Directions →
Repeat the records below exactly, leaving out any pictures.

(Beginning of Data shown)

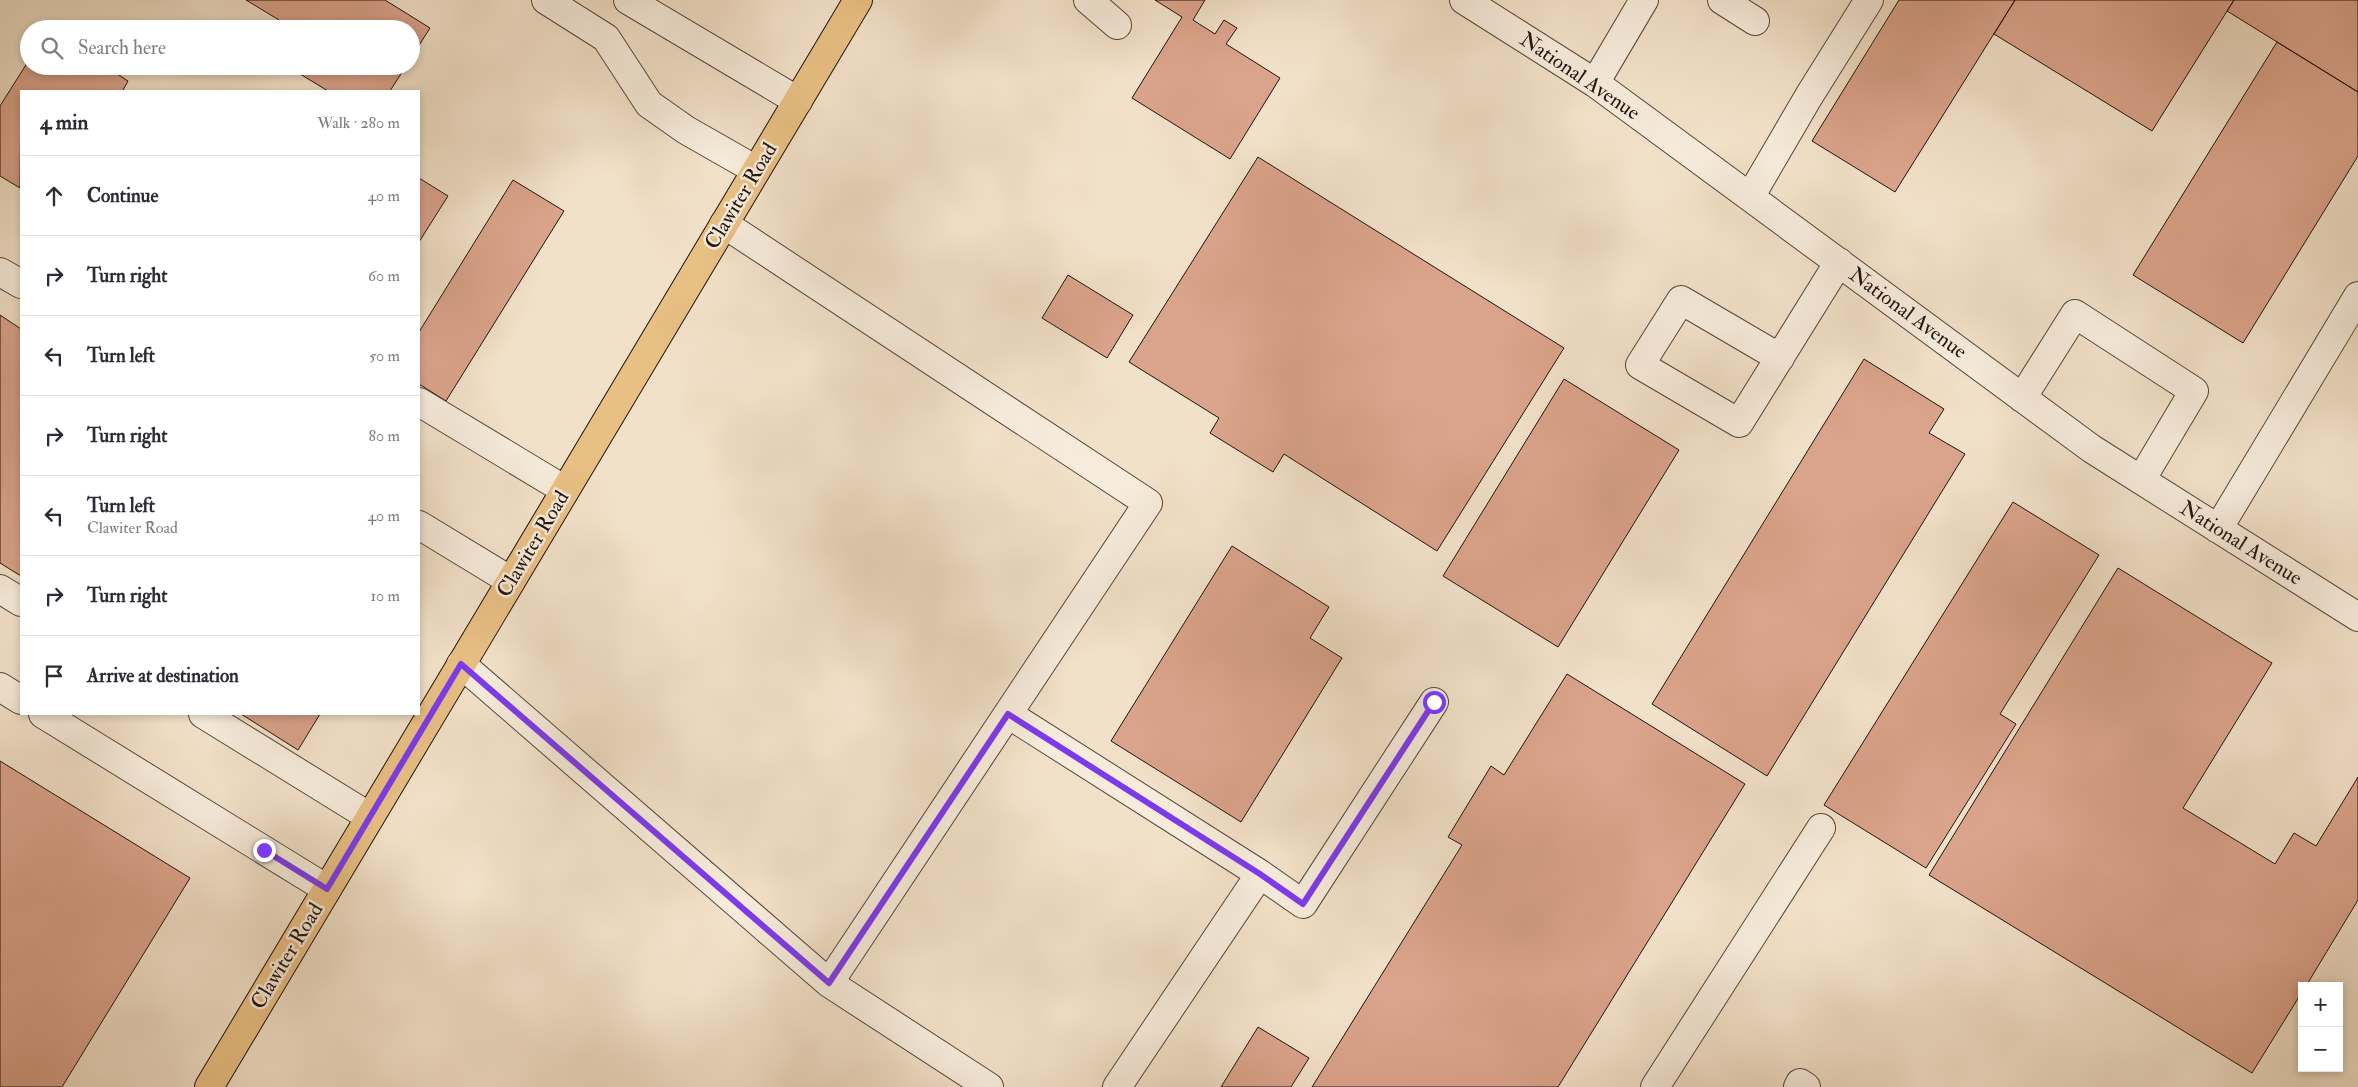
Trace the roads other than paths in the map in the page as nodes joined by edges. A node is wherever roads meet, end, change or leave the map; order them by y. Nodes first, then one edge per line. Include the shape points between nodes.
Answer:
1 (546, 0) edge
2 (628, 0) edge
3 (858, 0) edge
4 (1088, 0) edge
5 (1464, 0) edge
6 (1644, 0) edge
7 (1722, 0) edge
8 (1869, 0) edge
9 (1755, 21) dead end
10 (1116, 25) dead end
11 (1595, 83) junction
12 (798, 101) junction
13 (756, 170) junction
14 (1750, 197) junction
15 (724, 224) junction
16 (1839, 262) junction
17 (0, 272) edge
18 (20, 283) edge
19 (2358, 296) edge
20 (1780, 358) junction
21 (2022, 398) junction
22 (420, 403) edge
23 (2141, 480) junction
24 (565, 490) junction
25 (420, 526) edge
26 (2218, 529) junction
27 (511, 581) junction
28 (0, 589) edge
29 (20, 601) edge
30 (2358, 617) edge
31 (461, 664) junction
32 (0, 687) edge
33 (20, 699) edge
34 (1434, 702) dead end
35 (1008, 714) junction
36 (45, 715) edge
37 (205, 715) edge
38 (370, 817) junction
39 (1821, 828) dead end
40 (1260, 874) junction
41 (327, 889) junction
42 (829, 983) junction
43 (209, 1087) edge
44 (989, 1087) edge
45 (1116, 1087) edge
46 (1654, 1087) edge
47 (1798, 1087) edge
48 (1806, 1087) edge

1 - 13 street via 606,38 649,104 686,130
2 - 12 street
3 - 12 main road, Clawiter Road
4 - 10 street
5 - 11 street, National Avenue
6 - 11 street
7 - 9 street
8 - 14 street
11 - 14 street, National Avenue
12 - 13 main road, Clawiter Road
13 - 15 main road, Clawiter Road
14 - 16 street, National Avenue
15 - 24 main road, Clawiter Road
15 - 35 street via 1148,503
16 - 20 street
16 - 21 street, National Avenue
17 - 18 street
19 - 26 street
20 - 20 street via 1739,423 1640,365 1681,300
21 - 23 street, National Avenue
21 - 23 street via 2075,314 2194,391
22 - 24 street
23 - 26 street, National Avenue
24 - 27 main road, Clawiter Road
25 - 27 street
26 - 30 street, National Avenue
27 - 31 main road, Clawiter Road
28 - 29 street
31 - 38 main road, Clawiter Road
31 - 42 street
32 - 33 street
34 - 40 street via 1303,904
35 - 40 street
35 - 42 street
36 - 41 street
37 - 38 street
38 - 41 main road, Clawiter Road
39 - 46 street
40 - 45 street
41 - 43 main road, Clawiter Road
42 - 44 street
47 - 48 street via 1800,1083

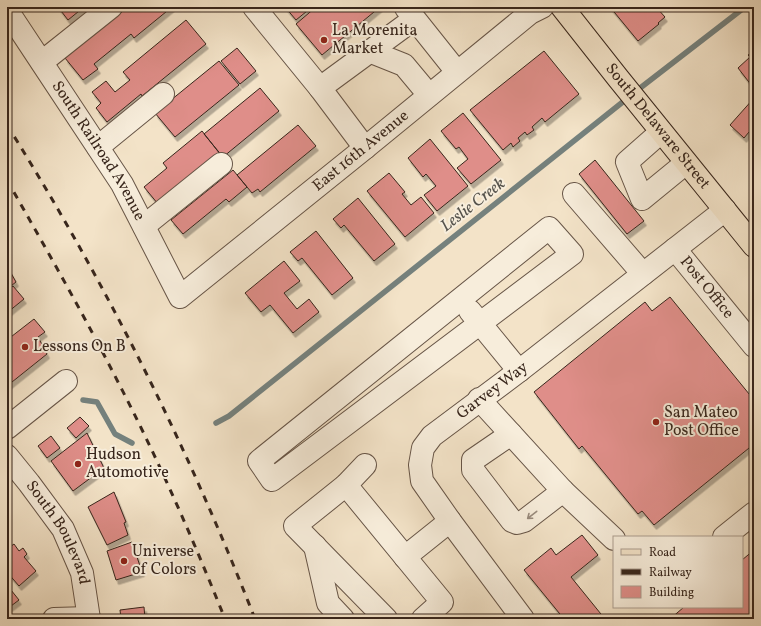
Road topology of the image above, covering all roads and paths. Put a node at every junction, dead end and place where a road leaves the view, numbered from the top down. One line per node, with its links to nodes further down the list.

(End of Data shown)

Problem solution →
Trace the roads other than paths in the map in the page as nodes joined by edges. A node is wherever roads meet, end, change or leave the map; order them by y. Nodes first, then one edge per line. Include the shape points between nodes.
Answer:
1 (546, 0) edge
2 (628, 0) edge
3 (858, 0) edge
4 (1088, 0) edge
5 (1464, 0) edge
6 (1644, 0) edge
7 (1722, 0) edge
8 (1869, 0) edge
9 (1755, 21) dead end
10 (1116, 25) dead end
11 (1595, 83) junction
12 (798, 101) junction
13 (756, 170) junction
14 (1750, 197) junction
15 (724, 224) junction
16 (1839, 262) junction
17 (0, 272) edge
18 (20, 283) edge
19 (2358, 296) edge
20 (1780, 358) junction
21 (2022, 398) junction
22 (420, 403) edge
23 (2141, 480) junction
24 (565, 490) junction
25 (420, 526) edge
26 (2218, 529) junction
27 (511, 581) junction
28 (0, 589) edge
29 (20, 601) edge
30 (2358, 617) edge
31 (461, 664) junction
32 (0, 687) edge
33 (20, 699) edge
34 (1434, 702) dead end
35 (1008, 714) junction
36 (45, 715) edge
37 (205, 715) edge
38 (370, 817) junction
39 (1821, 828) dead end
40 (1260, 874) junction
41 (327, 889) junction
42 (829, 983) junction
43 (209, 1087) edge
44 (989, 1087) edge
45 (1116, 1087) edge
46 (1654, 1087) edge
47 (1798, 1087) edge
48 (1806, 1087) edge

1 - 13 street via 606,38 649,104 686,130
2 - 12 street
3 - 12 main road, Clawiter Road
4 - 10 street
5 - 11 street, National Avenue
6 - 11 street
7 - 9 street
8 - 14 street
11 - 14 street, National Avenue
12 - 13 main road, Clawiter Road
13 - 15 main road, Clawiter Road
14 - 16 street, National Avenue
15 - 24 main road, Clawiter Road
15 - 35 street via 1148,503
16 - 20 street
16 - 21 street, National Avenue
17 - 18 street
19 - 26 street
20 - 20 street via 1739,423 1640,365 1681,300
21 - 23 street, National Avenue
21 - 23 street via 2075,314 2194,391
22 - 24 street
23 - 26 street, National Avenue
24 - 27 main road, Clawiter Road
25 - 27 street
26 - 30 street, National Avenue
27 - 31 main road, Clawiter Road
28 - 29 street
31 - 38 main road, Clawiter Road
31 - 42 street
32 - 33 street
34 - 40 street via 1303,904
35 - 40 street
35 - 42 street
36 - 41 street
37 - 38 street
38 - 41 main road, Clawiter Road
39 - 46 street
40 - 45 street
41 - 43 main road, Clawiter Road
42 - 44 street
47 - 48 street via 1800,1083

Road topology of the image above, covering all roads and paths. Put a node at every junction, dead end and place where a road leaves the view, numbered from the top down. One line per node, with its links to nodes further down the list.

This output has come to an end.